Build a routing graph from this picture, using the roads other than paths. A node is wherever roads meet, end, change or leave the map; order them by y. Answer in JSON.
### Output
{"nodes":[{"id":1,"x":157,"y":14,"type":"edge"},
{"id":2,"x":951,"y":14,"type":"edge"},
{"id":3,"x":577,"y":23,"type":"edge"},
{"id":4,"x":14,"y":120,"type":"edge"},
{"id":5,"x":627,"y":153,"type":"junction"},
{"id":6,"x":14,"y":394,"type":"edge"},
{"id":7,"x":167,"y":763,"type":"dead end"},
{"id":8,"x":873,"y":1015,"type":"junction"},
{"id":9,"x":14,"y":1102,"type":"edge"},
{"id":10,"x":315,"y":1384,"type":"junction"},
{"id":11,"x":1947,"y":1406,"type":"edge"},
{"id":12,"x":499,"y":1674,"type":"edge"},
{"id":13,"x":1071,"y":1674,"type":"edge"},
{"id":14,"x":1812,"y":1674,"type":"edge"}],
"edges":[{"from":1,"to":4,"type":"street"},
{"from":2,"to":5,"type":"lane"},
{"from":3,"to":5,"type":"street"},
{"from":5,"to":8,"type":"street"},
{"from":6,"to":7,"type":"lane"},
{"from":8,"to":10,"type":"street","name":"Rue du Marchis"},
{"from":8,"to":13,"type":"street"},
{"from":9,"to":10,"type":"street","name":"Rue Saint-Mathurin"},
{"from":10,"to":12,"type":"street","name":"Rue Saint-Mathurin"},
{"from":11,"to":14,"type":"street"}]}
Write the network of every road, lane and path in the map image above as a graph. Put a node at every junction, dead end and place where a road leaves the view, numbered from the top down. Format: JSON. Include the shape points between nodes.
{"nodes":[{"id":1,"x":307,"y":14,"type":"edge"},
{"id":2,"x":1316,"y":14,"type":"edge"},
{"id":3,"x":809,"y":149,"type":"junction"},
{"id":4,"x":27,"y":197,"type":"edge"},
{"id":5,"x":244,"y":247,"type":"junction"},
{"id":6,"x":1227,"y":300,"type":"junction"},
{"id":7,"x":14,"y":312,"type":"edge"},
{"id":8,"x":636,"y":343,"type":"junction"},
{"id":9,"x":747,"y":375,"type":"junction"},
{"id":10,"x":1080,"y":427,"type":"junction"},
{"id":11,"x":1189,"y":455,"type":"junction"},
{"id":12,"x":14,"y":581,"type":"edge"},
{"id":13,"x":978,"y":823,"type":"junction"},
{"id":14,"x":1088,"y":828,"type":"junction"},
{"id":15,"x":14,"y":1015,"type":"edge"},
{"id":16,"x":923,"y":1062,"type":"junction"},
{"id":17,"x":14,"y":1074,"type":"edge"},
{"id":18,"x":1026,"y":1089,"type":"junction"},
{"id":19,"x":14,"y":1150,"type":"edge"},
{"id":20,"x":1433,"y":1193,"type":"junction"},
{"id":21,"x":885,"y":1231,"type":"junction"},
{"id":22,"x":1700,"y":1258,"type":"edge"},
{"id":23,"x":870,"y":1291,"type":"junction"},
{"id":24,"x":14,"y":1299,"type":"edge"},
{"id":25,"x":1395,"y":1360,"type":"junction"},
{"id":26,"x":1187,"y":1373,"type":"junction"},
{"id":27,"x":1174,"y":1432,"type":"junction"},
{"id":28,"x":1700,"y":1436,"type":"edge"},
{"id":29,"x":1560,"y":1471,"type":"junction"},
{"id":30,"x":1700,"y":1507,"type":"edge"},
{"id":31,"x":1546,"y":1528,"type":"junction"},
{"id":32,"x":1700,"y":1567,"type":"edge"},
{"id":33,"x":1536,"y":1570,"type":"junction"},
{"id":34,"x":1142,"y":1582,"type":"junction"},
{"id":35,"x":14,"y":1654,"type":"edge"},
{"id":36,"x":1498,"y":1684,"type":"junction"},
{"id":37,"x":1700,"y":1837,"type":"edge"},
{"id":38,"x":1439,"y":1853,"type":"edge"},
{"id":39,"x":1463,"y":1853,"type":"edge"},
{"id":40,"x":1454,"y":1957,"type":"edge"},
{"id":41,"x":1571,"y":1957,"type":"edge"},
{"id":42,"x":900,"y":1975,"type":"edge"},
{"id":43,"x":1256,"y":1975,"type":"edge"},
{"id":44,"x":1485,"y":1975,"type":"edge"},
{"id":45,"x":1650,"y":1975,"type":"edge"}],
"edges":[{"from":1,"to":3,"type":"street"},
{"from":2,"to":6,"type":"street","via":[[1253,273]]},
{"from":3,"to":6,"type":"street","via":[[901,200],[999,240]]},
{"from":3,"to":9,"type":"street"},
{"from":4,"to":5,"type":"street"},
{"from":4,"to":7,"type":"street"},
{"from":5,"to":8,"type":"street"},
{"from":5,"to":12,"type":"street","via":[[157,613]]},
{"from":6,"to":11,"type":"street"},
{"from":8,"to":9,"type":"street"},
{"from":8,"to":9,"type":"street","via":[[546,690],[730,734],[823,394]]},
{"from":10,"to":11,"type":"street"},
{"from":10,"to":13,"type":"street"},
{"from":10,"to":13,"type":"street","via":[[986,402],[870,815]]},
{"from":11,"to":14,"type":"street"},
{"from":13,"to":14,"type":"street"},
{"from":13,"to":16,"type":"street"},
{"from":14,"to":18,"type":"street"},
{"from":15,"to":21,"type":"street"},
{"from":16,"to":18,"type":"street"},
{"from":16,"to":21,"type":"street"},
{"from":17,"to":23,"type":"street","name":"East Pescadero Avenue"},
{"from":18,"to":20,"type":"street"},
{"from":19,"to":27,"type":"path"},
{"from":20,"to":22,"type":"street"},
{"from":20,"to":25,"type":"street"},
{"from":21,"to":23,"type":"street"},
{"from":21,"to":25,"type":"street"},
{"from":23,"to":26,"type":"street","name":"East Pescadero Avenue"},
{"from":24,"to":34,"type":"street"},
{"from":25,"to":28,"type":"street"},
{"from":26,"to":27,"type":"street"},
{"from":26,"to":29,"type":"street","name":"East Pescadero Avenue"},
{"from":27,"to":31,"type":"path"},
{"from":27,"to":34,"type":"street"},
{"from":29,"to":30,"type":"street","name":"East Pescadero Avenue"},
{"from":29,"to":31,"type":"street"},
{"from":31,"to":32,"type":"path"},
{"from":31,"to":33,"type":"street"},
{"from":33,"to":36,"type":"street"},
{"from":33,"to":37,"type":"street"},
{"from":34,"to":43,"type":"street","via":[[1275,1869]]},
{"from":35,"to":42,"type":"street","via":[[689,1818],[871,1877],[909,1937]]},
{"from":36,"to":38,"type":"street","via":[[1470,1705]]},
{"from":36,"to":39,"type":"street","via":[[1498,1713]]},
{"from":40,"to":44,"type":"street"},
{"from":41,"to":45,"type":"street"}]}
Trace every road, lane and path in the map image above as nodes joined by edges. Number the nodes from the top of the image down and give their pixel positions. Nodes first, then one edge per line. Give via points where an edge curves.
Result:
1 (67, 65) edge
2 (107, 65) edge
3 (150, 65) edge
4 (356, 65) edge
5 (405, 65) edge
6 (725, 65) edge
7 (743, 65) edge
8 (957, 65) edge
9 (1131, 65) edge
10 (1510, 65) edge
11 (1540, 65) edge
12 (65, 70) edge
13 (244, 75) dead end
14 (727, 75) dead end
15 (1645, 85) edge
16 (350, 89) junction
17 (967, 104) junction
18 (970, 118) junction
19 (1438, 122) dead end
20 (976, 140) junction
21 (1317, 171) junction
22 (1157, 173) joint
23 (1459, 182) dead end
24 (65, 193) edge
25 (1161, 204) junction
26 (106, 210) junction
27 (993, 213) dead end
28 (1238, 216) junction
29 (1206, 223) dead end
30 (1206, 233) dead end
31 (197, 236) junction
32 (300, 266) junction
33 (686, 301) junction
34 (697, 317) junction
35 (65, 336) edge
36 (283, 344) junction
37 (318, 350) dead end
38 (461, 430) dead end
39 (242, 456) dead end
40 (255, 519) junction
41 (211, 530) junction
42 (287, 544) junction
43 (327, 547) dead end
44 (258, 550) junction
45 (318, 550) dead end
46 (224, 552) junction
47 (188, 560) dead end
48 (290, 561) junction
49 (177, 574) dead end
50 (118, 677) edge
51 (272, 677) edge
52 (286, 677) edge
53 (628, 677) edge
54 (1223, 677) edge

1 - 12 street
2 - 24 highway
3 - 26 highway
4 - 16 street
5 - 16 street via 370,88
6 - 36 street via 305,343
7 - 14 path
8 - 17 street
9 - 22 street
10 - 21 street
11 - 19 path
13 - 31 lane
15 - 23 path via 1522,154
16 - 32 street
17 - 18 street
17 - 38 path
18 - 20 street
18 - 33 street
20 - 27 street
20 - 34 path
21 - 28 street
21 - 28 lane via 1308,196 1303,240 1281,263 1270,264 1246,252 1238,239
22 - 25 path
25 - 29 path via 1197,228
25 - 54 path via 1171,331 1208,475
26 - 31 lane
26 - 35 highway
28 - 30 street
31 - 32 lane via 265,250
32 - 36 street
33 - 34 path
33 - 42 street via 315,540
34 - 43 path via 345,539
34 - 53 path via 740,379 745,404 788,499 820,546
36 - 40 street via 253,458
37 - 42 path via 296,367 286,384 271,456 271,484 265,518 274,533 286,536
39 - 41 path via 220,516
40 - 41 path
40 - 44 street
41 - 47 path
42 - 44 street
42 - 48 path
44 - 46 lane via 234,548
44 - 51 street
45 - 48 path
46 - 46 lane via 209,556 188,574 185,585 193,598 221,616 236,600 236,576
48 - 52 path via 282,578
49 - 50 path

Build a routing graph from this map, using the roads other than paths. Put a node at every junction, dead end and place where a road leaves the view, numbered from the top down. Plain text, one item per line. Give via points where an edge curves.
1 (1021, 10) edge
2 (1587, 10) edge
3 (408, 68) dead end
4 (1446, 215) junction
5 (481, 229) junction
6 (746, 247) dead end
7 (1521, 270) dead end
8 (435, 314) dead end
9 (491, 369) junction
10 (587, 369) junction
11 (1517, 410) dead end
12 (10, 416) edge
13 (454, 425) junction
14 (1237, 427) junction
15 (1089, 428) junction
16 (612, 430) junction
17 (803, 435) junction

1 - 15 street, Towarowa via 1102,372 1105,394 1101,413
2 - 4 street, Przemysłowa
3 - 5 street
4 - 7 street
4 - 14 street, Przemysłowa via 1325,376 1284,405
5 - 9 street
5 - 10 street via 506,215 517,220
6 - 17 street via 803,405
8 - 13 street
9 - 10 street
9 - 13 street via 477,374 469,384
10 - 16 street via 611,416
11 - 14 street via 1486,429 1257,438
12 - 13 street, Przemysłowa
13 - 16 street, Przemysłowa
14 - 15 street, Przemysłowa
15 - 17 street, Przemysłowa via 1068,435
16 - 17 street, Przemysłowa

○ ○ ○

• EXERCISE REQUIREMENTS: The lines to copy are those in the records above containing the word "highway".

• RESULT FOR THIS TASK:
2 - 24 highway
3 - 26 highway
26 - 35 highway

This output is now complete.